O Tronco do Ipê/II/X
Adélia ficara só, abrigada à sombra do caramanchão de madressilvas, ouvindo borbulhar a fonte.
Recostada no gradil, com a cabeça descansando na mão, tomara uma posição sentimental e lânguida, que realçava a elegância de seu talhe; de vez em quando um suspiro, exalado com a mais pura expressão romântica, estufava a harmoniosa ondulação do seio coberto por fina renda.
Instantes depois ouviu crepitar uns passos nas folhas da alameda; e pressentiu que Lúcio estava perto dela, sem contudo dar o menor sinal de aperceber-se de sua aproximação. Com efeito, o moço parara a dois passos, e hesitava:
— D. Adélia!
— Ah! Senhor Lúcio! exclamou a menina fingindo espanto com uma perfeição admirável. Não sei onde foi Alice.
Dizendo isto, a moça deu alguns passos para afastar-se.

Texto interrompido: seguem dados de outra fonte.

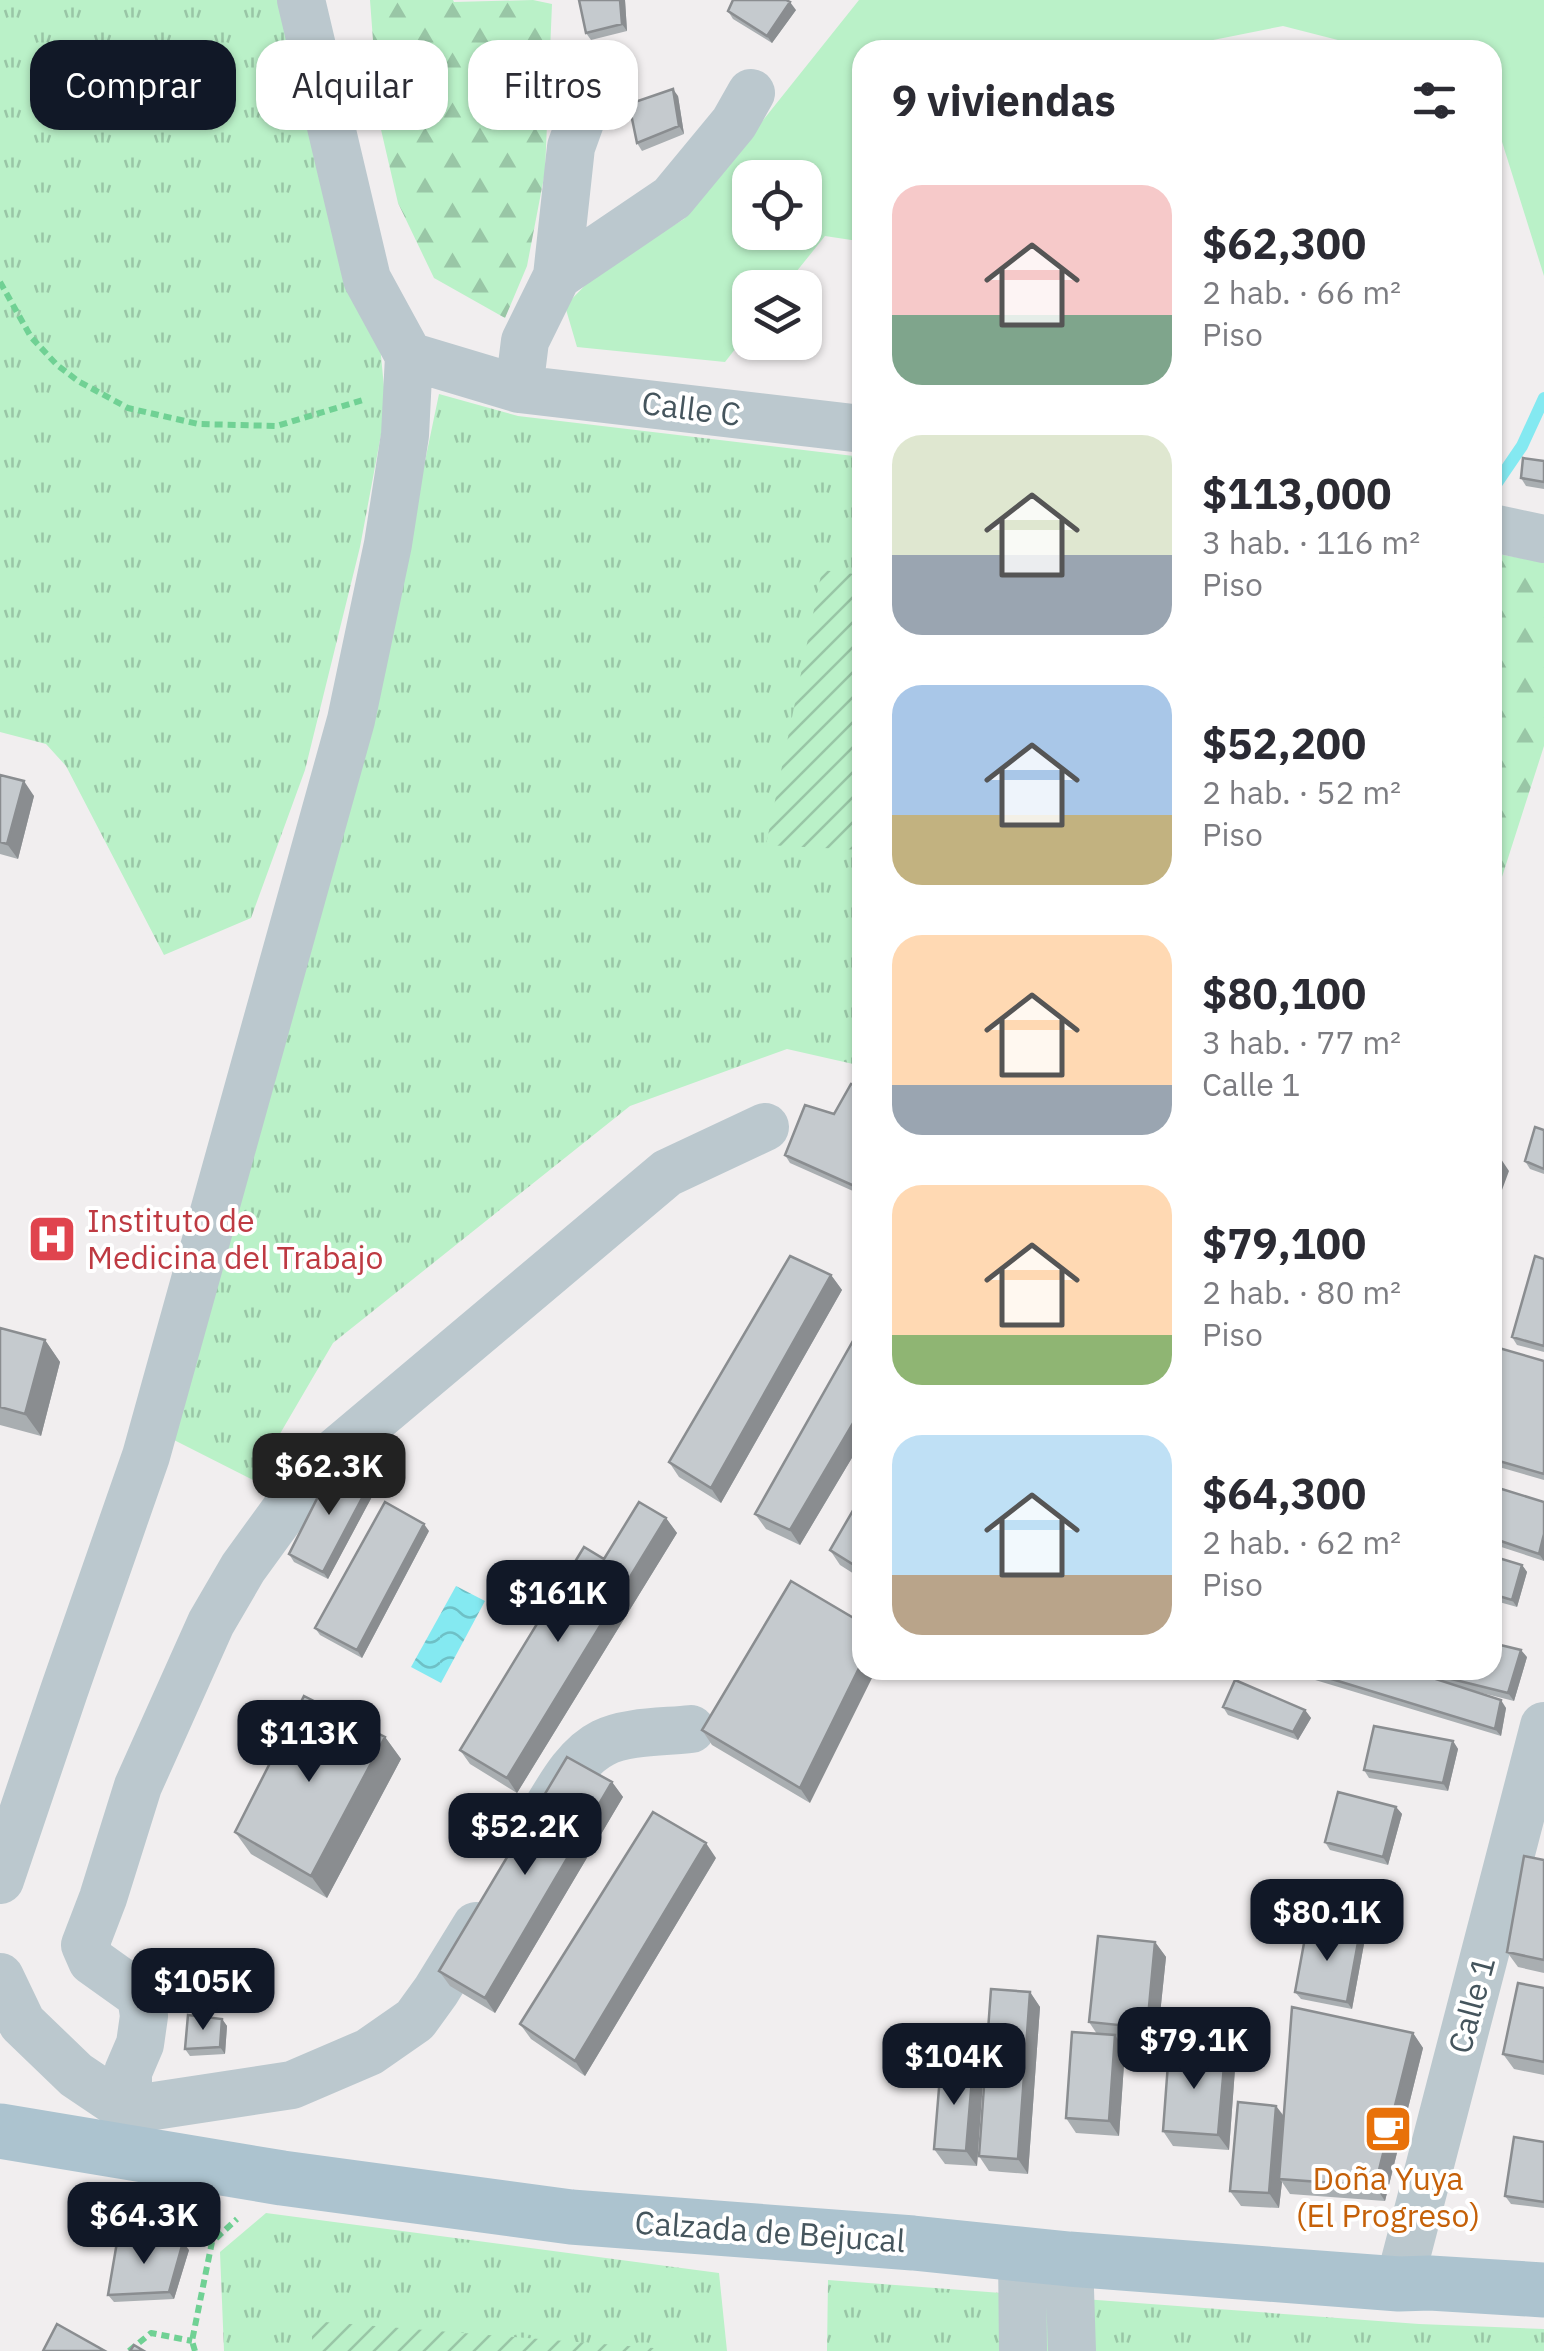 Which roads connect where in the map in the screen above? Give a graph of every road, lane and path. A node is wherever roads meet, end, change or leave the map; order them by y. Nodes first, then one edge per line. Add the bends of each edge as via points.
1 (301, 0) edge
2 (751, 93) dead end
3 (577, 130) edge
4 (557, 276) junction
5 (0, 282) edge
6 (410, 356) junction
7 (519, 389) junction
8 (852, 428) edge
9 (765, 1128) dead end
10 (1544, 1726) edge
11 (691, 1730) dead end
12 (523, 1848) edge
13 (0, 1880) edge
14 (494, 1896) edge
15 (0, 1978) edge
16 (0, 2130) edge
17 (128, 2131) junction
18 (282, 2178) junction
19 (1046, 2256) junction
20 (1399, 2284) junction
21 (1544, 2290) edge
22 (192, 2341) junction
23 (128, 2351) edge
24 (195, 2351) edge
25 (1023, 2351) edge
26 (1072, 2351) edge

1 - 6 street via 368,278
2 - 4 street via 672,198
3 - 4 street
4 - 7 street via 525,342
5 - 6 path via 31,337 78,381 128,408 198,424 277,426 371,398
6 - 7 street, Calle C
6 - 13 street via 388,544 351,720 146,1456
7 - 8 street, Calle C
9 - 17 street via 667,1173 540,1278 314,1470 242,1568 138,1786 84,1946 92,1961 142,1996 140,2044 128,2072
10 - 20 street, Calle 1
11 - 12 street via 603,1743 577,1764
14 - 17 street via 414,2020 369,2052 292,2085
15 - 17 street via 22,2023
16 - 17 main road, Calzada de Bejucal
17 - 18 main road, Calzada de Bejucal
18 - 19 main road, Calzada de Bejucal via 572,2217
18 - 22 path via 212,2242
19 - 20 main road, Calzada de Bejucal
19 - 25 street
19 - 26 street
20 - 21 main road, Calzada de Bejucal
22 - 23 path via 151,2333
22 - 24 path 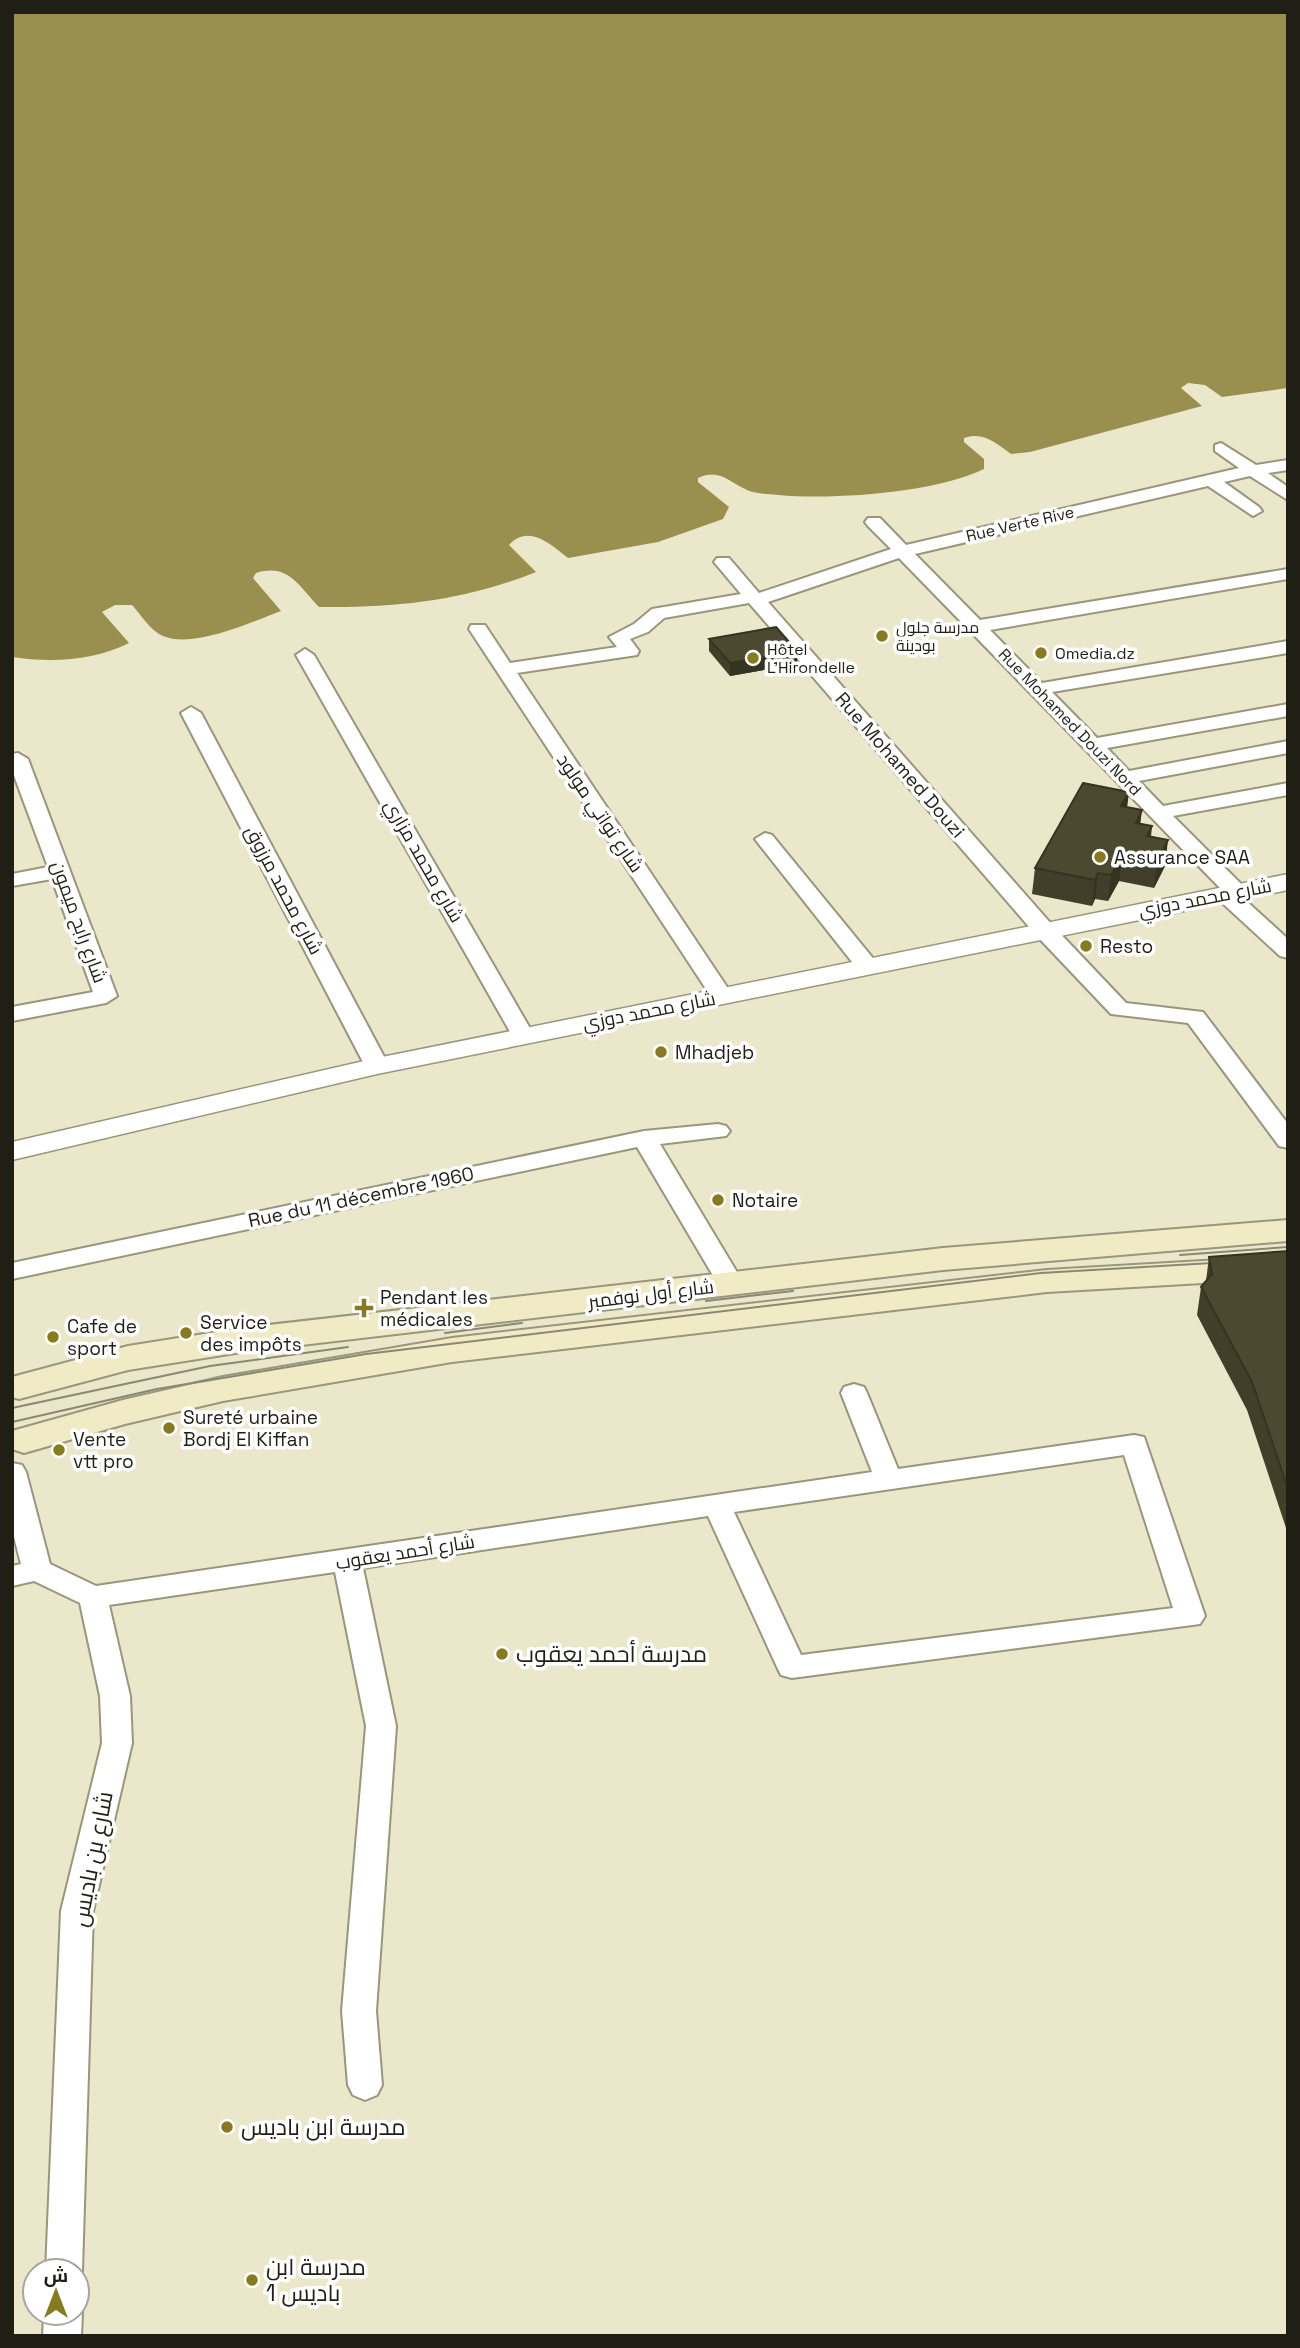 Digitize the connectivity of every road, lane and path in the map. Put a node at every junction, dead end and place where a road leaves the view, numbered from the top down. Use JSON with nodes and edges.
{"nodes":[{"id":1,"x":1221,"y":448,"type":"dead end"},
{"id":2,"x":1288,"y":465,"type":"edge"},
{"id":3,"x":1254,"y":470,"type":"junction"},
{"id":4,"x":1211,"y":480,"type":"junction"},
{"id":5,"x":1288,"y":495,"type":"edge"},
{"id":6,"x":1253,"y":511,"type":"dead end"},
{"id":7,"x":874,"y":522,"type":"dead end"},
{"id":8,"x":903,"y":551,"type":"junction"},
{"id":9,"x":723,"y":562,"type":"dead end"},
{"id":10,"x":1288,"y":574,"type":"edge"},
{"id":11,"x":755,"y":598,"type":"junction"},
{"id":12,"x":978,"y":626,"type":"junction"},
{"id":13,"x":478,"y":629,"type":"dead end"},
{"id":14,"x":1288,"y":647,"type":"edge"},
{"id":15,"x":305,"y":654,"type":"dead end"},
{"id":16,"x":504,"y":669,"type":"junction"},
{"id":17,"x":1038,"y":689,"type":"junction"},
{"id":18,"x":1288,"y":710,"type":"edge"},
{"id":19,"x":191,"y":713,"type":"dead end"},
{"id":20,"x":1093,"y":745,"type":"junction"},
{"id":21,"x":1288,"y":747,"type":"edge"},
{"id":22,"x":18,"y":759,"type":"dead end"},
{"id":23,"x":1125,"y":778,"type":"junction"},
{"id":24,"x":1288,"y":789,"type":"edge"},
{"id":25,"x":1158,"y":813,"type":"junction"},
{"id":26,"x":765,"y":839,"type":"dead end"},
{"id":27,"x":62,"y":872,"type":"junction"},
{"id":28,"x":12,"y":880,"type":"edge"},
{"id":29,"x":1288,"y":882,"type":"edge"},
{"id":30,"x":1231,"y":893,"type":"junction"},
{"id":31,"x":1045,"y":931,"type":"junction"},
{"id":32,"x":1288,"y":951,"type":"edge"},
{"id":33,"x":868,"y":967,"type":"junction"},
{"id":34,"x":722,"y":996,"type":"junction"},
{"id":35,"x":12,"y":1014,"type":"edge"},
{"id":36,"x":524,"y":1037,"type":"junction"},
{"id":37,"x":377,"y":1066,"type":"junction"},
{"id":38,"x":715,"y":1131,"type":"dead end"},
{"id":39,"x":644,"y":1138,"type":"junction"},
{"id":40,"x":1288,"y":1141,"type":"edge"},
{"id":41,"x":12,"y":1151,"type":"edge"},
{"id":42,"x":1288,"y":1230,"type":"edge"},
{"id":43,"x":1288,"y":1268,"type":"edge"},
{"id":44,"x":12,"y":1271,"type":"edge"},
{"id":45,"x":731,"y":1284,"type":"junction"},
{"id":46,"x":15,"y":1386,"type":"edge"},
{"id":47,"x":854,"y":1392,"type":"dead end"},
{"id":48,"x":16,"y":1453,"type":"edge"},
{"id":49,"x":888,"y":1479,"type":"junction"},
{"id":50,"x":716,"y":1503,"type":"junction"},
{"id":51,"x":347,"y":1561,"type":"junction"},
{"id":52,"x":24,"y":1573,"type":"edge"},
{"id":53,"x":93,"y":1597,"type":"junction"},
{"id":54,"x":365,"y":2085,"type":"dead end"},
{"id":55,"x":65,"y":2257,"type":"edge"}],
"edges":[{"from":1,"to":3,"type":"street"},
{"from":2,"to":3,"type":"street","name":"Rue Verte Rive"},
{"from":3,"to":4,"type":"street","name":"Rue Verte Rive"},
{"from":3,"to":5,"type":"street"},
{"from":4,"to":6,"type":"street"},
{"from":4,"to":8,"type":"street","name":"Rue Verte Rive"},
{"from":7,"to":8,"type":"street","name":"Rue Mohamed Douzi Nord"},
{"from":8,"to":11,"type":"street","name":"Rue Verte Rive"},
{"from":8,"to":12,"type":"street","name":"Rue Mohamed Douzi Nord"},
{"from":9,"to":11,"type":"street","name":"Rue Mohamed Douzi"},
{"from":10,"to":12,"type":"street"},
{"from":11,"to":16,"type":"street","name":"Rue Verte Rive"},
{"from":11,"to":31,"type":"street","name":"Rue Mohamed Douzi"},
{"from":12,"to":17,"type":"street","name":"Rue Mohamed Douzi Nord"},
{"from":13,"to":16,"type":"street","name":"شارع تواتي مولود"},
{"from":14,"to":17,"type":"street"},
{"from":15,"to":36,"type":"street","name":"شارع محمد مزاري"},
{"from":16,"to":34,"type":"street","name":"شارع تواتي مولود"},
{"from":17,"to":20,"type":"street","name":"Rue Mohamed Douzi Nord"},
{"from":18,"to":20,"type":"street"},
{"from":19,"to":37,"type":"street","name":"شارع محمد مرزوق"},
{"from":20,"to":23,"type":"street","name":"Rue Mohamed Douzi Nord"},
{"from":21,"to":23,"type":"street"},
{"from":22,"to":27,"type":"street","name":"شارع رابح ميمون"},
{"from":23,"to":25,"type":"street","name":"Rue Mohamed Douzi Nord"},
{"from":24,"to":25,"type":"street"},
{"from":25,"to":30,"type":"street","name":"Rue Mohamed Douzi Nord"},
{"from":26,"to":33,"type":"street"},
{"from":27,"to":28,"type":"street"},
{"from":27,"to":35,"type":"street","name":"شارع رابح ميمون"},
{"from":29,"to":30,"type":"street","name":"شارع محمد دوزي"},
{"from":30,"to":31,"type":"street","name":"شارع محمد دوزي"},
{"from":30,"to":32,"type":"street","name":"Rue Mohamed Douzi Nord"},
{"from":31,"to":33,"type":"street","name":"شارع محمد دوزي"},
{"from":31,"to":40,"type":"street","name":"Rue Mohamed Douzi"},
{"from":33,"to":34,"type":"street","name":"شارع محمد دوزي"},
{"from":34,"to":36,"type":"street","name":"شارع محمد دوزي"},
{"from":36,"to":37,"type":"street","name":"شارع محمد دوزي"},
{"from":37,"to":41,"type":"street","name":"شارع محمد دوزي"},
{"from":38,"to":39,"type":"street","name":"Rue du 11 décembre 1960"},
{"from":39,"to":44,"type":"street","name":"Rue du 11 décembre 1960"},
{"from":39,"to":45,"type":"street"},
{"from":42,"to":45,"type":"main road","name":"شارع أول نوفمبر"},
{"from":43,"to":48,"type":"main road","name":"شارع أول نوفمبر"},
{"from":45,"to":46,"type":"main road","name":"شارع أول نوفمبر"},
{"from":46,"to":48,"type":"main road"},
{"from":47,"to":49,"type":"street"},
{"from":48,"to":52,"type":"street"},
{"from":49,"to":50,"type":"street","name":"شارع أحمد يعقوب"},
{"from":49,"to":50,"type":"street","name":"شارع أحمد يعقوب"},
{"from":50,"to":51,"type":"street","name":"شارع أحمد يعقوب"},
{"from":51,"to":53,"type":"street","name":"شارع أحمد يعقوب"},
{"from":51,"to":54,"type":"street"},
{"from":52,"to":53,"type":"street"},
{"from":53,"to":55,"type":"street","name":"شارع بن باديس"}]}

— Desejava dizer-lhe uma cousa! suplicou o mancebo animando-se.
— A mim?
— Não sabe quanto tenho sofrido desde ontem! Estão arranjando seu casamento com o Frederico...
— E o seu com Alice!
— Mas eu sou constante.
— E os outros não?
— Pelo menos não parecem.
— Muito obrigada! É isso o que me queria dizer?
— Não se zangue, D. Adélia. Veja se eu tenho razão ou não. Ainda ontem à noite lhe ofereci o braço na ocasião da ceia, e a senhora preferiu o de Mário.
— O de Mário, não; o de Alice, que estava com ele. Queria que aceitasse antes o de Frederico para obedecer à mamãe?
— Mas na ceia ele sentou-se perto da senhora.
— Por quê? O senhor ficou todo arrufado e não se apressou em tomar o lugar. E sou eu a inconstante!...
— Perdão, D. Adélia! murmurou Lúcio.
A moça voltou o rosto para esconder uma lágrima que desfiava pela face; mas a tempo de permitir que o namorado a visse brilhar.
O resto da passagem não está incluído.